• [EXERCISE GOAL]: Return each line of the entries that mentions the word "every".

• [RECORDS SUPPLIED]:
§ §
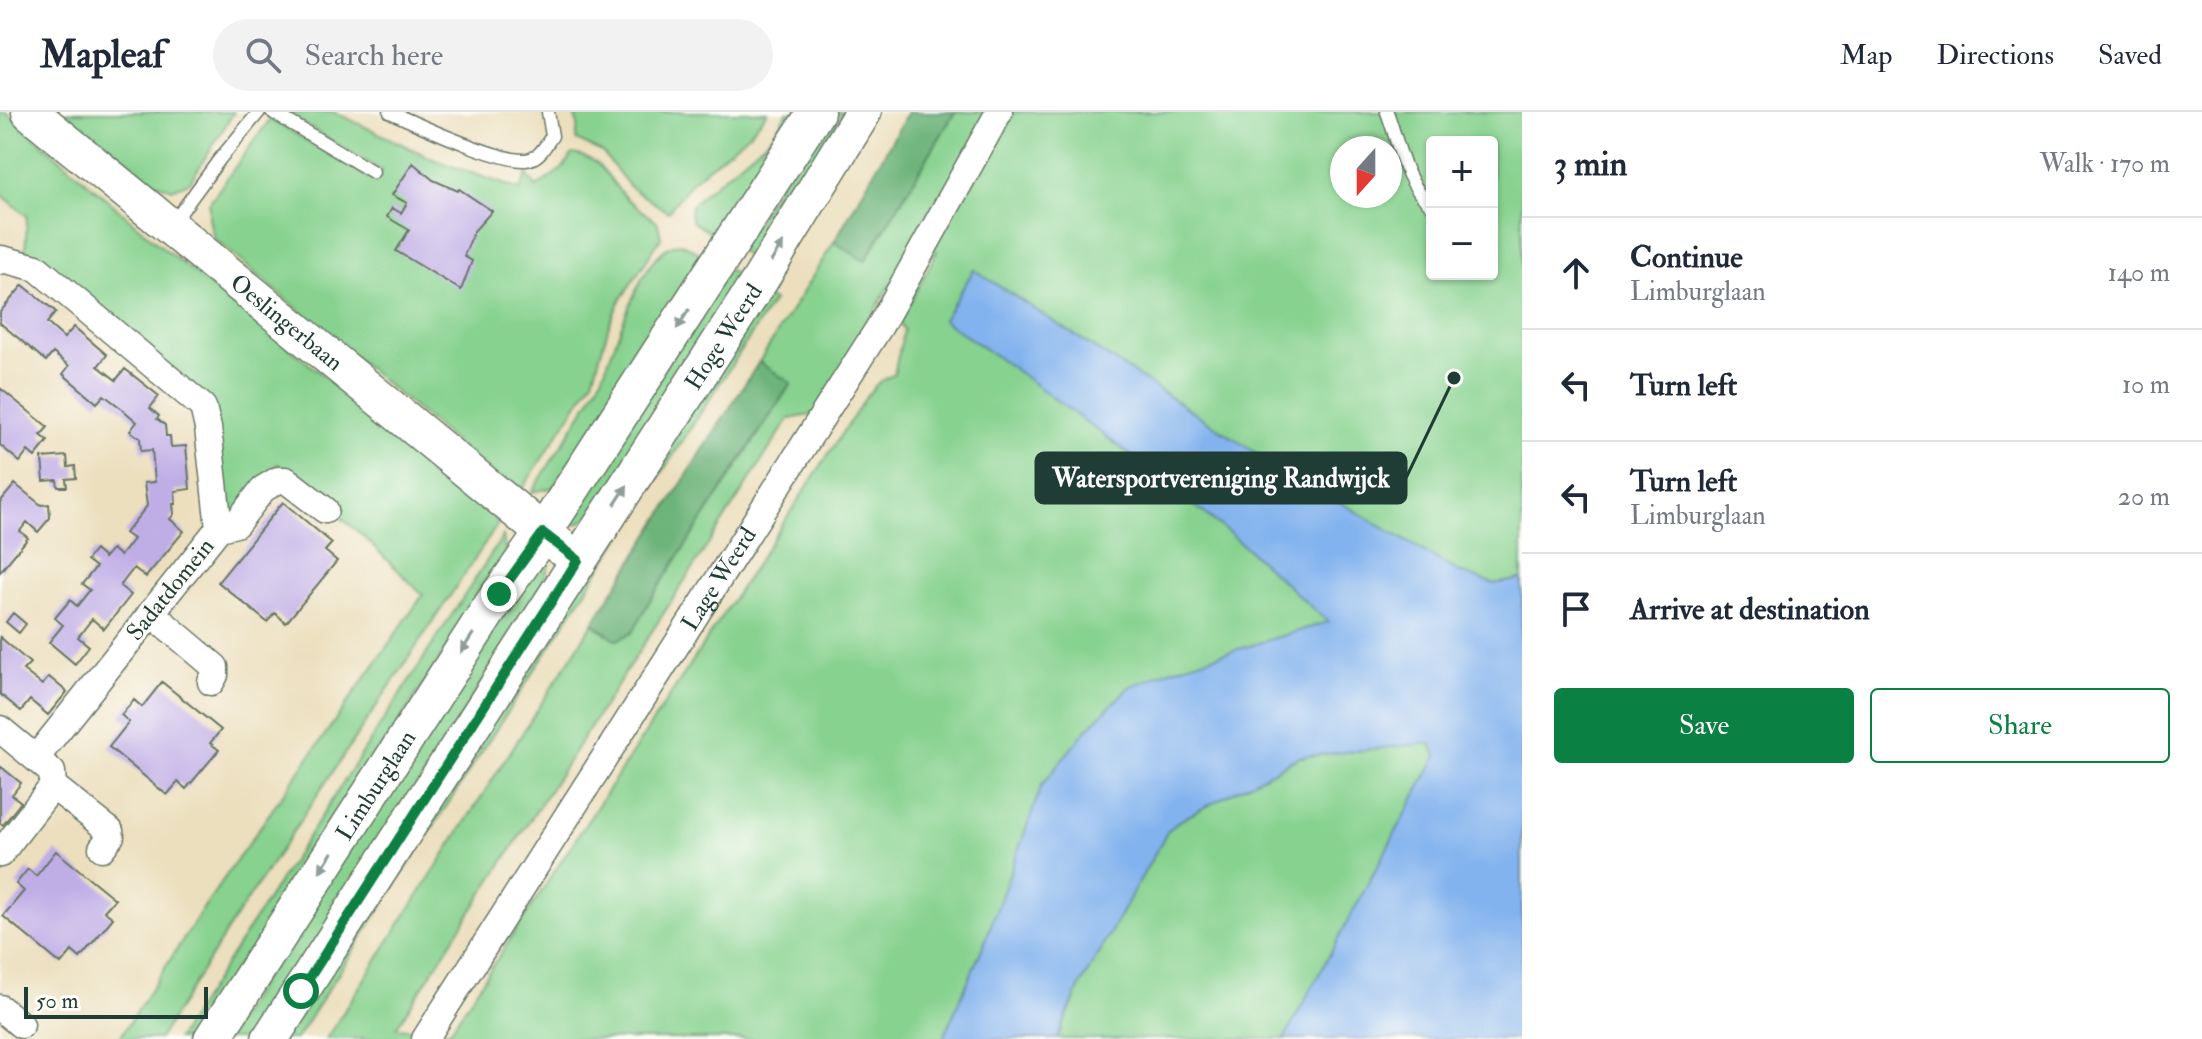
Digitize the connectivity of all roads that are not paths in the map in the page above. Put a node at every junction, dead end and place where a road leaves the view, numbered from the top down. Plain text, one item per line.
§ §
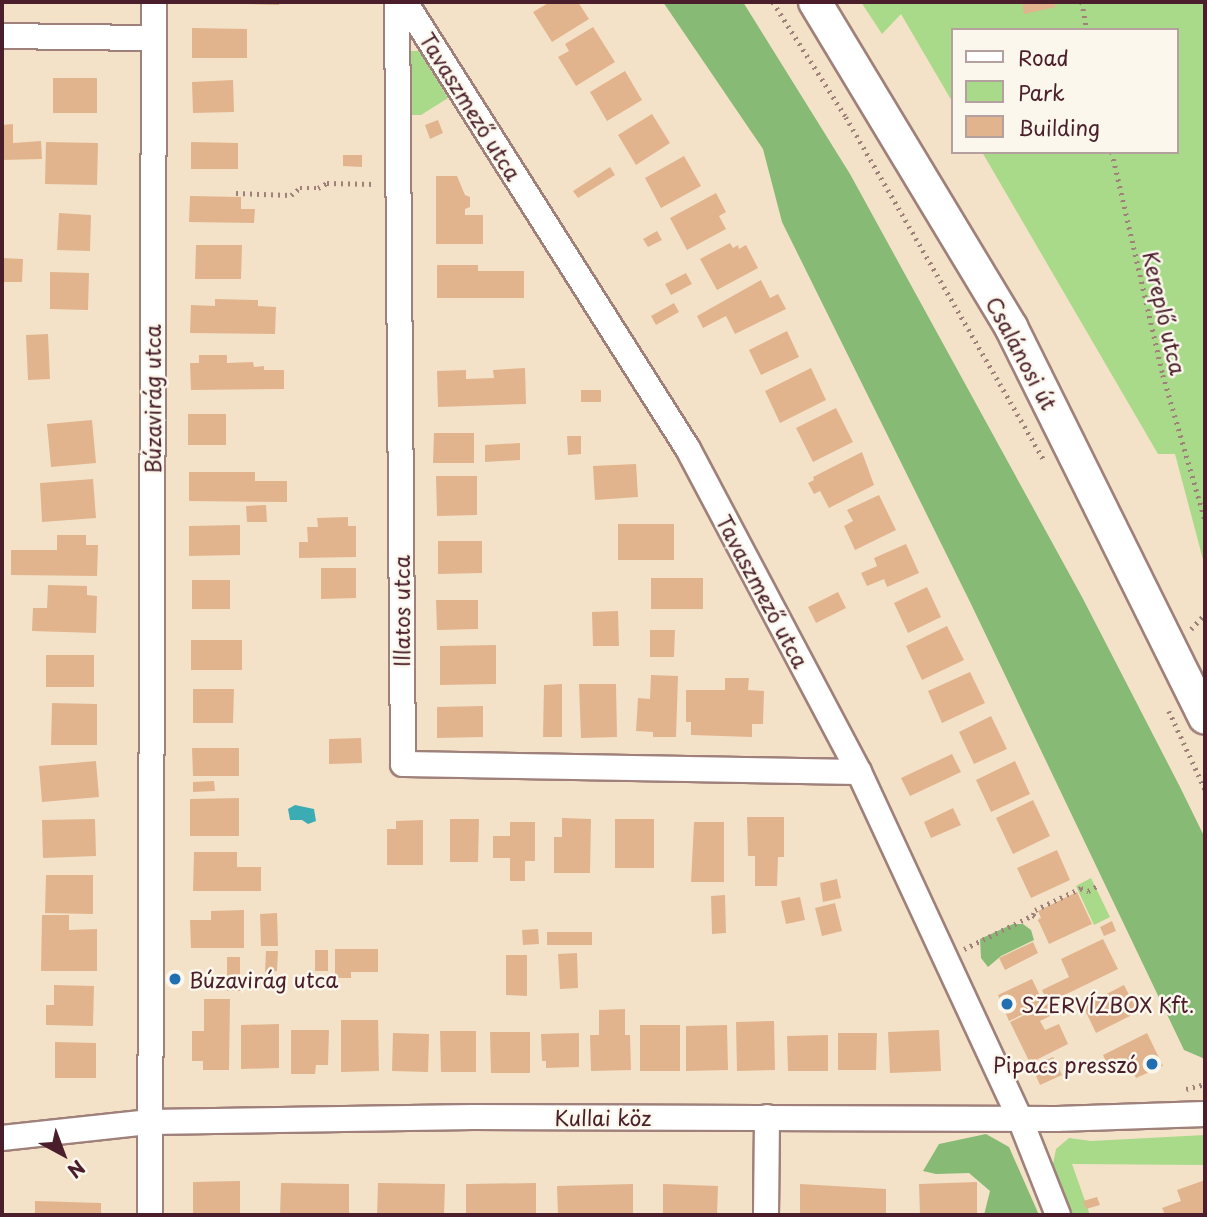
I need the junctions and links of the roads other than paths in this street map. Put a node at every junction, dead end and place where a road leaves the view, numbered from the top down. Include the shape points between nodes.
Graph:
§ §
• [EXERCISE RESULT]:
Digitize the connectivity of all roads that are not paths in the map in the page above. Put a node at every junction, dead end and place where a road leaves the view, numbered from the top down. Plain text, one item per line.
I need the junctions and links of the roads other than paths in this street map. Put a node at every junction, dead end and place where a road leaves the view, numbered from the top down. Include the shape points between nodes.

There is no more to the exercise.